E la fondatezza delle censure é avvalorata dall'inciso, contenuto nello stesso art. 515, quarto comma, cod. proc. pen., relativo all'inefficacia, ai fini del prosieguo del giudizio di secondo grado, della rinuncia dell'imputato al proprio appello; e dall'ultima parte di detto articolo, relativa al coimputato non appellante.

4. - É, comunque, assorbente il profilo della violazione dell'art. 112 della Costituzione, dato che il potere di impugnazione - come é stato posto in rilievo dal tribunale di Venezia (ordinanza 24 aprile 1970) - é un'estrinsecazione ed un aspetto dell'azione penale, un atto conseguente - obbligatorio e non discrezionale - al promovimento dell'azione penale (beninteso, con gli stessi limiti di comportamento che il pubblico ministero ha rispetto alla notitia criminis, dopo la quale può convincersi a proporre al giudice istruttore il decreto di non promovimento, oppure, in istruttoria o in udienza, l'assoluzione o una pronuncia più favorevole a fronte della contestazione dell'accusa): vale a dire un atto dovuto, che si concreta nella richiesta al giudice superiore di emettere una diversa decisione, più conforme alla pretesa punitiva, e di rimuovere il pregiudizio che, a criterio dell'organo dell'accusa, la precedente statuizione abbia arrecato alla realizzazione di essa. Un carattere tale da non consentire che il pubblico ministero (quale istituto), titolare di questo potere-dovere, tenga un comportamento contraddittorio: quello di lasciar scadere i termini per l'impugnazione, manifestando implicitamente il convincimento che l'esercizio dell'azione penale non debba esprimersi anche nella proposizione dell'appello; e di esperire successivamente il gravame, fuori dei termini ordinari stabiliti dal codice per il suo appello principale: e ciò allo scopo pratico di contenere l'iniziativa dell'imputato (Lav.
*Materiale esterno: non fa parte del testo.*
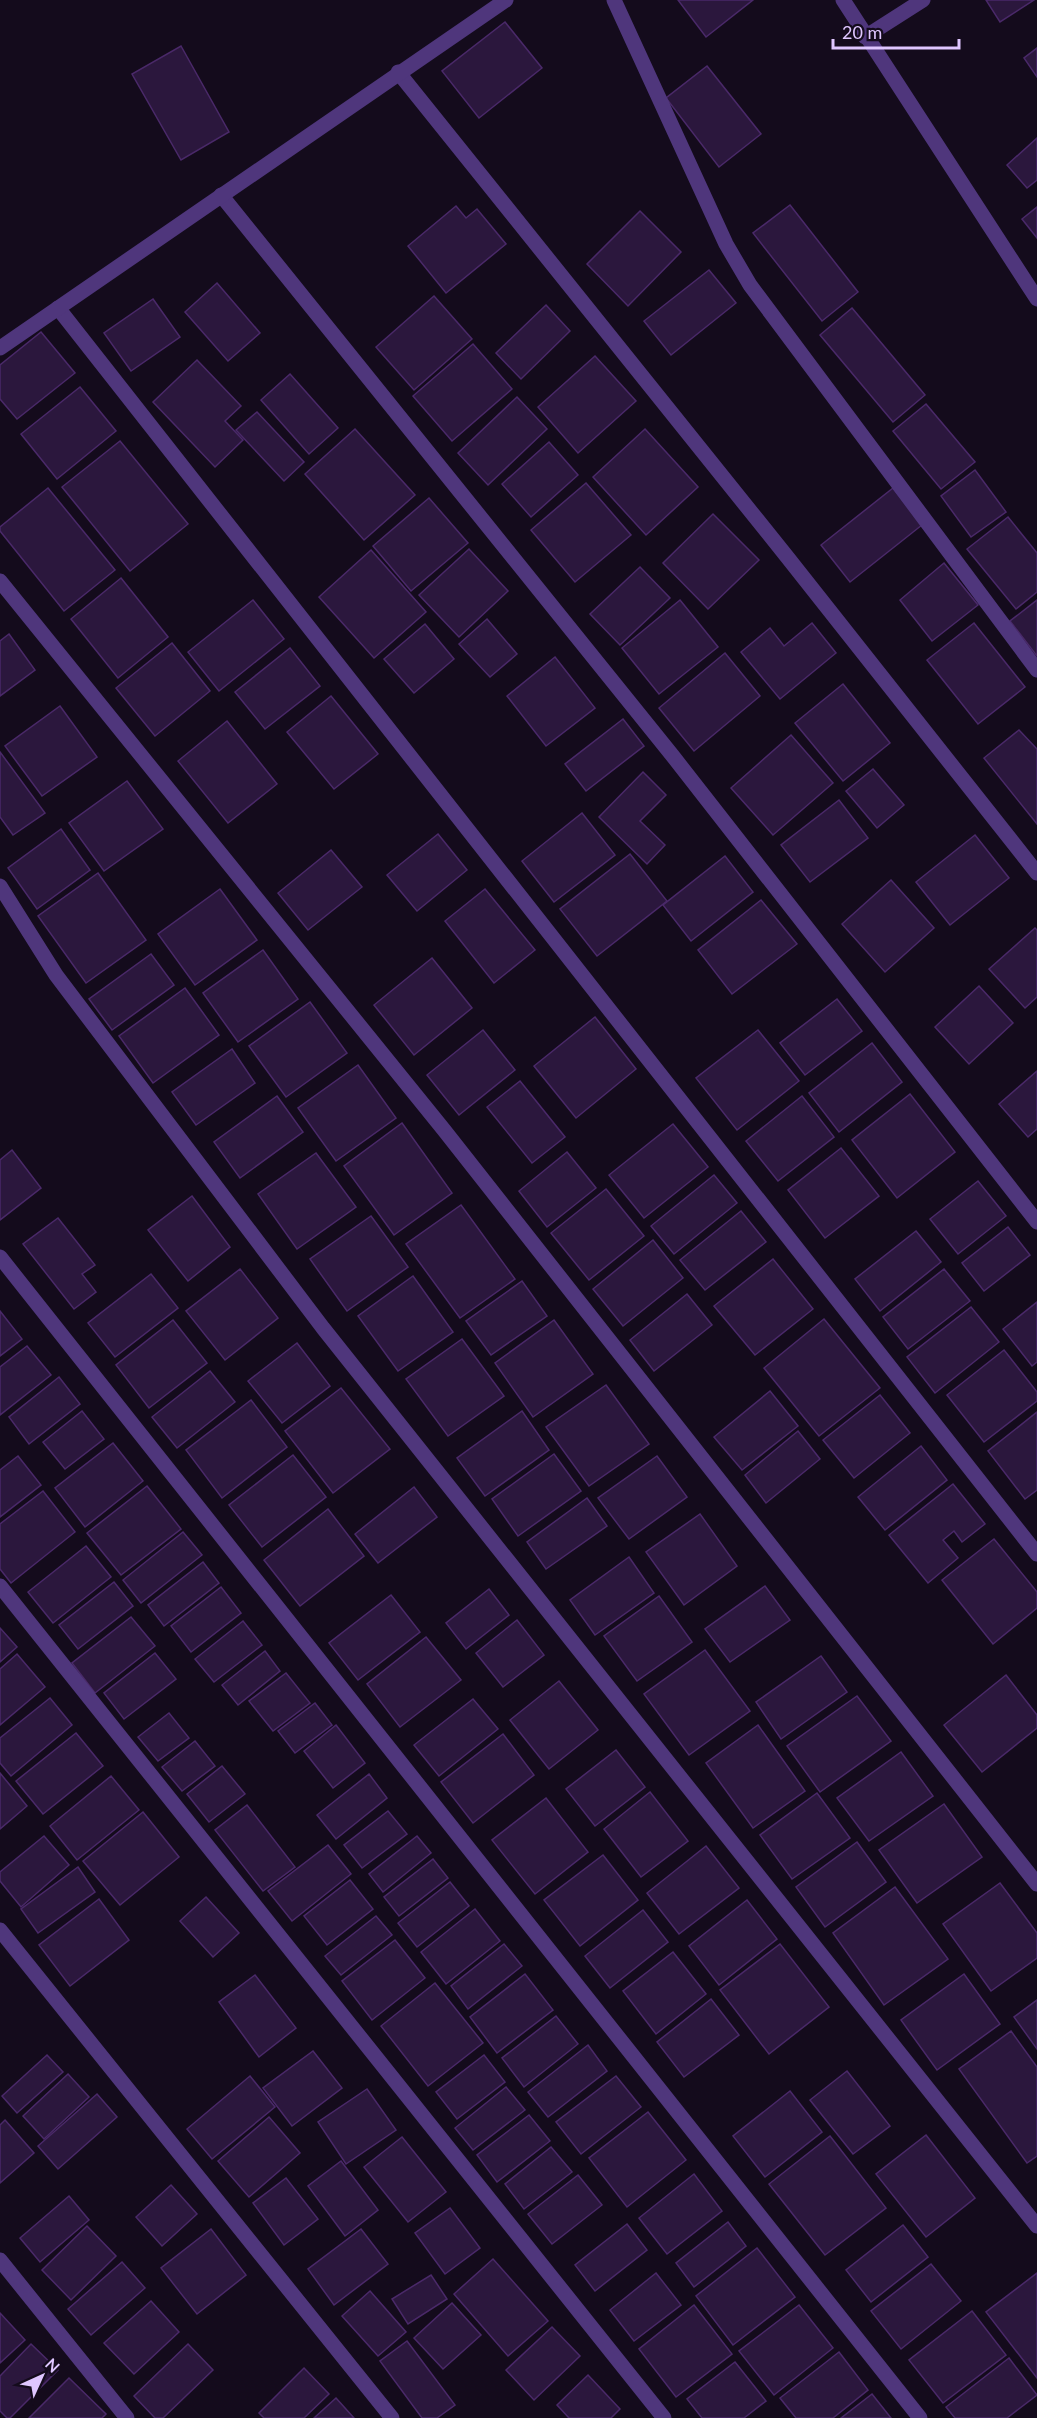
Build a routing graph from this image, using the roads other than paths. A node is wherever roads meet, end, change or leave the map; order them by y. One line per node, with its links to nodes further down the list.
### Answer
1 (506, 0): 6 (street)
2 (614, 0): 12 (street)
3 (843, 0): 5 (street)
4 (923, 0): 5 (street)
5 (865, 37): 8 (street)
6 (398, 72): 7 (street); 13 (street)
7 (221, 195): 9 (street); 15 (street)
8 (1037, 299)
9 (58, 308): 10 (street); 17 (street)
10 (0, 348)
11 (0, 581): 19 (street)
12 (1037, 670)
13 (1037, 873)
14 (0, 886): 21 (street)
15 (1037, 1222)
16 (0, 1257): 26 (street)
17 (1037, 1554)
18 (0, 1586): 25 (street)
19 (1037, 1884)
20 (0, 1930): 24 (street)
21 (1037, 2226)
22 (0, 2260): 23 (street)
23 (127, 2418)
24 (392, 2418)
25 (664, 2418)
26 (920, 2418)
Prep., vol. VII, pag. 74), che é quanto dire di ostacolarne l'esplicazione del diritto di tutela giurisdizionale e di difesa giudiziaria (ex art. 24, primo e secondo comma, Cost.).  

PER QUESTI MOTIVI

LA CORTE COSTITUZIONALE 

dichiara la illegittimità costituzionale dell'art. 515, quarto comma, del codice di procedura penale.  

Così deciso in Roma, nella sede della Corte costituzionale, Palazzo della Consulta, il 10 novembre 1971.

Michele FRAGALI - Costantino MORTATI - Giuseppe CHIARELLI - Giuseppe VERZÌ - Giovanni Battista BENEDETTI - Francesco Paolo BONIFACIO - Luigi OGGIONI - Angelo DE MARCO - Ercole ROCCHETTI - Enzo CAPALOZZA - Vincenzo Michele TRIMARCHI - Vezio CRISAFULLI - Nicola REALE - Paolo ROSSI

 

Depositata in cancelleria il 17 novembre 1971.